Saturday, 3 August 2013


Our house has been blessed with a new arrival in the last few months. My new grandson has moved in just as he’s starting to move around. Its been some 20 odd years since our house had a wee one crawling around the floor, getting into everything, picking things up etc. We had let our house become child unfriendly. Despite knowing he was coming we hadn't really prepared properly. So I was intrigued when an article appeared in the August issue of Your Dog about how owners go about preparing, selecting and bringing in a new puppy to their house.
The emphasis of the article was more related to what research owners put in prior to getting a puppy. the article was written based on research carried out by Adaptil - The pheromone calming product range for dogs. The research took the form of a survey of 2000 puppy owners and some of the questions and answers were very interesting.
  • 1 in 10 people thought that getting a new puppy was just like raising a child.
  • 59% admitted that they were not completely prepared and that the experience was more stressful than they had anticipated.
  • 76% of owners said they waited less than 2 months between deciding to get a puppy and actually buying or picking it up.
  • Two fifths did no research, and among those that did, the majority only researched costs such as vet fees, insurance premiums and cost per breed.
  • Less than half of people looked into potential behavior problems.
  • Two fifths investigated which breed were best with children.
  • Three fifths of those who did no research said they either thought they knew enough or felt they didn’t need to.
  • One in six new owners said they just didn’t have the time.

Sarah Endersby, vet advisor for Adaptil, said “It’s clear from the research that owners are simply not equipping themselves with all the information necessary to bring up a puppy in a healthy harmonious environment.”
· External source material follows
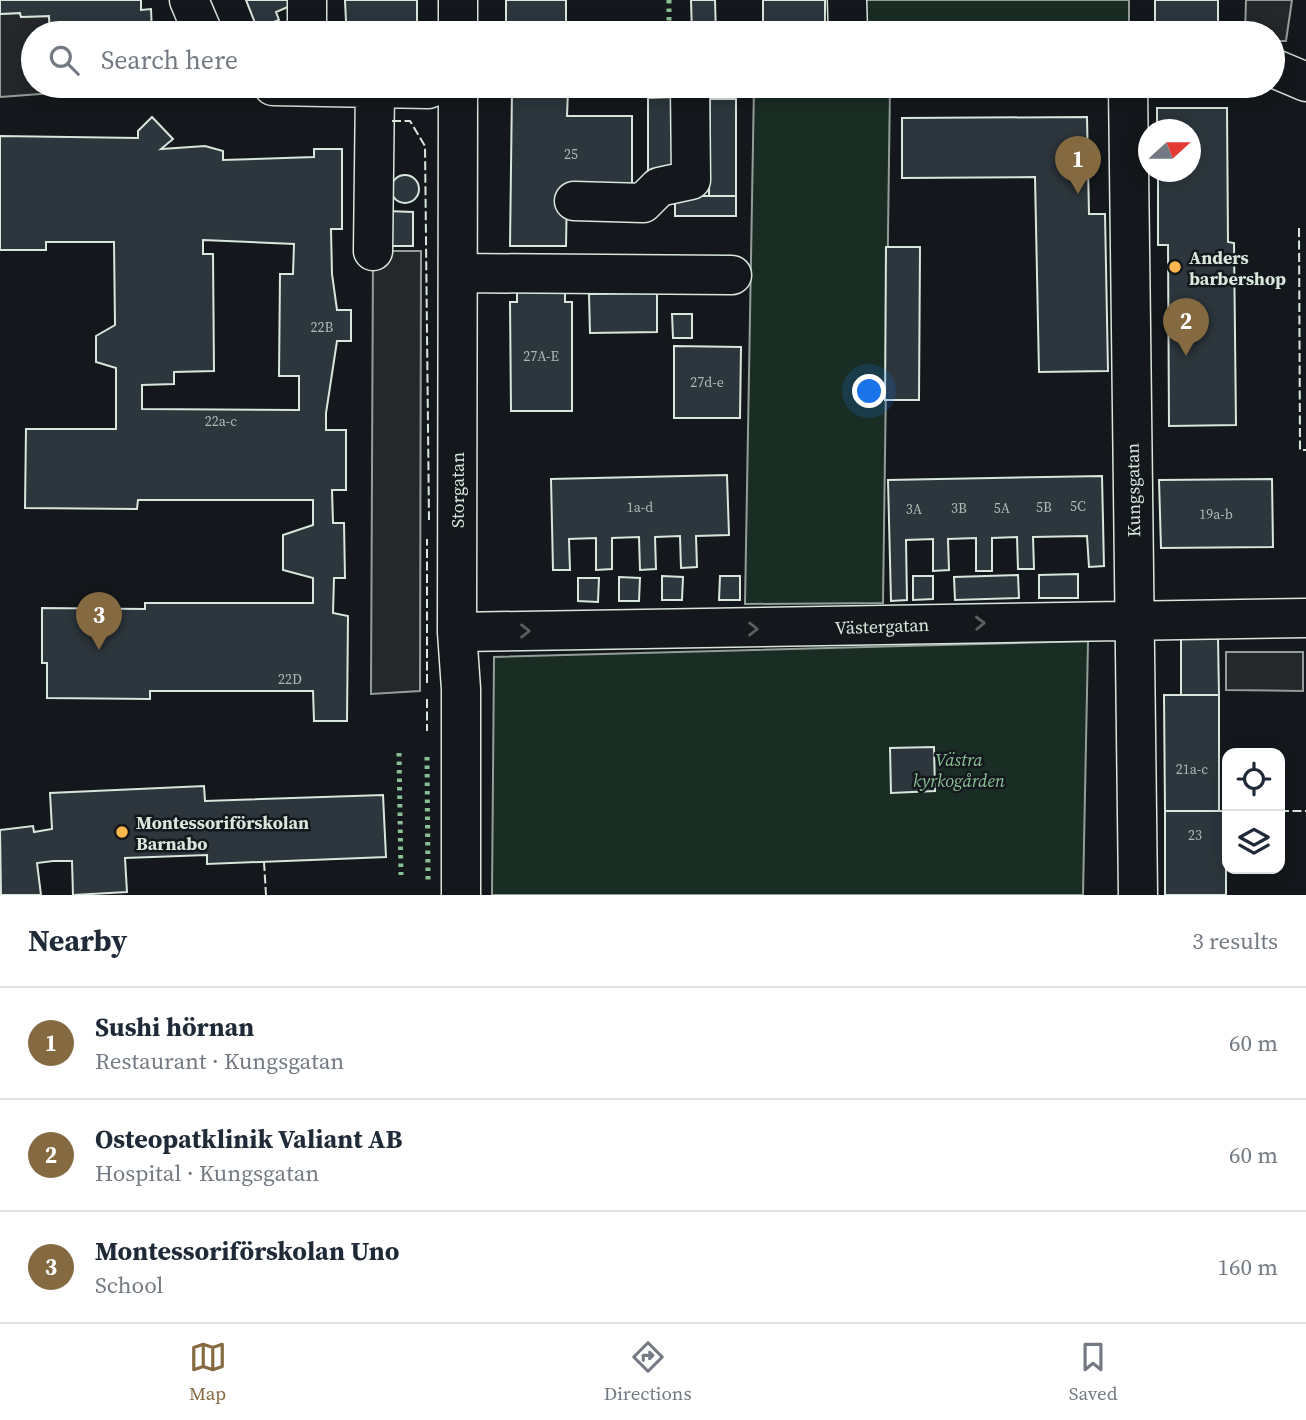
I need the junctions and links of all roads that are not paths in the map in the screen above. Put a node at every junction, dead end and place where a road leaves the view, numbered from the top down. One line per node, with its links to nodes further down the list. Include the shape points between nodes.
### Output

A really good piece that highlights the need to carry out as much research as possible and be as prepared as possible before bringing in a new puppy to the house. The one thing that struck me though after reading this was that new owners can only really research breed specific traits. But what about rescue dogs, and I mean cross breeds. I know a lot of breed dogs end up in rescue like Staffies and Huskies to name a couple, and where this is the case research on these dogs can be done. But how do you research behavioral traits of a cross breed? What if you could tell what breeds made up your little scruff.
In 2011 the Kennel Club announced a new partnership with a company called Mars Veterinary who make a test kit called Wisdom Panel Insights dog DNA test kit. This test kit can determine the ancestry of a mixed breed dog by testing for more than 185 breeds. Just from a simple swipe of a cheek swab. By carrying out this test you can find out what the dominant breed is and then research what the breed traits are which in turn will help you manage those traits and prevent them becoming a behavior problem. Really useful, prevention is always better than cure.